═════ Source data ═════

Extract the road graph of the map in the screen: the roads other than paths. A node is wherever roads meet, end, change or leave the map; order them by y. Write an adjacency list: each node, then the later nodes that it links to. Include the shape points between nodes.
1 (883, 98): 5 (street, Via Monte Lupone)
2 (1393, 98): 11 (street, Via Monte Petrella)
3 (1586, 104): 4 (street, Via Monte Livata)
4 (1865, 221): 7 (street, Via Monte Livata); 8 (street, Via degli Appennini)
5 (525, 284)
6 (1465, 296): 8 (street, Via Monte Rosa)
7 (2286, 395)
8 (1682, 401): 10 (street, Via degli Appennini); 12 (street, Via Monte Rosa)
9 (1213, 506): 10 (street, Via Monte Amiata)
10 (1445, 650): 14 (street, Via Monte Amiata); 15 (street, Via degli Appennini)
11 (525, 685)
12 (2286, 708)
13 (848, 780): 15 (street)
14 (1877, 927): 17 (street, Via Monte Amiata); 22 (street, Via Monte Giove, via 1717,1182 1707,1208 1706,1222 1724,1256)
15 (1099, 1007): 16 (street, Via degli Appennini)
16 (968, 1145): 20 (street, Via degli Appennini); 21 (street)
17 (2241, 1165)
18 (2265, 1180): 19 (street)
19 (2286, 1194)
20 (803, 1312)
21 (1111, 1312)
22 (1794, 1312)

═════

◆ **Exercise description**
Word for word, restate every record in the listing.

◆ **Response area**
Extract the road graph of the map in the screen: the roads other than paths. A node is wherever roads meet, end, change or leave the map; order them by y. Write an adjacency list: each node, then the later nodes that it links to. Include the shape points between nodes.
1 (883, 98): 5 (street, Via Monte Lupone)
2 (1393, 98): 11 (street, Via Monte Petrella)
3 (1586, 104): 4 (street, Via Monte Livata)
4 (1865, 221): 7 (street, Via Monte Livata); 8 (street, Via degli Appennini)
5 (525, 284)
6 (1465, 296): 8 (street, Via Monte Rosa)
7 (2286, 395)
8 (1682, 401): 10 (street, Via degli Appennini); 12 (street, Via Monte Rosa)
9 (1213, 506): 10 (street, Via Monte Amiata)
10 (1445, 650): 14 (street, Via Monte Amiata); 15 (street, Via degli Appennini)
11 (525, 685)
12 (2286, 708)
13 (848, 780): 15 (street)
14 (1877, 927): 17 (street, Via Monte Amiata); 22 (street, Via Monte Giove, via 1717,1182 1707,1208 1706,1222 1724,1256)
15 (1099, 1007): 16 (street, Via degli Appennini)
16 (968, 1145): 20 (street, Via degli Appennini); 21 (street)
17 (2241, 1165)
18 (2265, 1180): 19 (street)
19 (2286, 1194)
20 (803, 1312)
21 (1111, 1312)
22 (1794, 1312)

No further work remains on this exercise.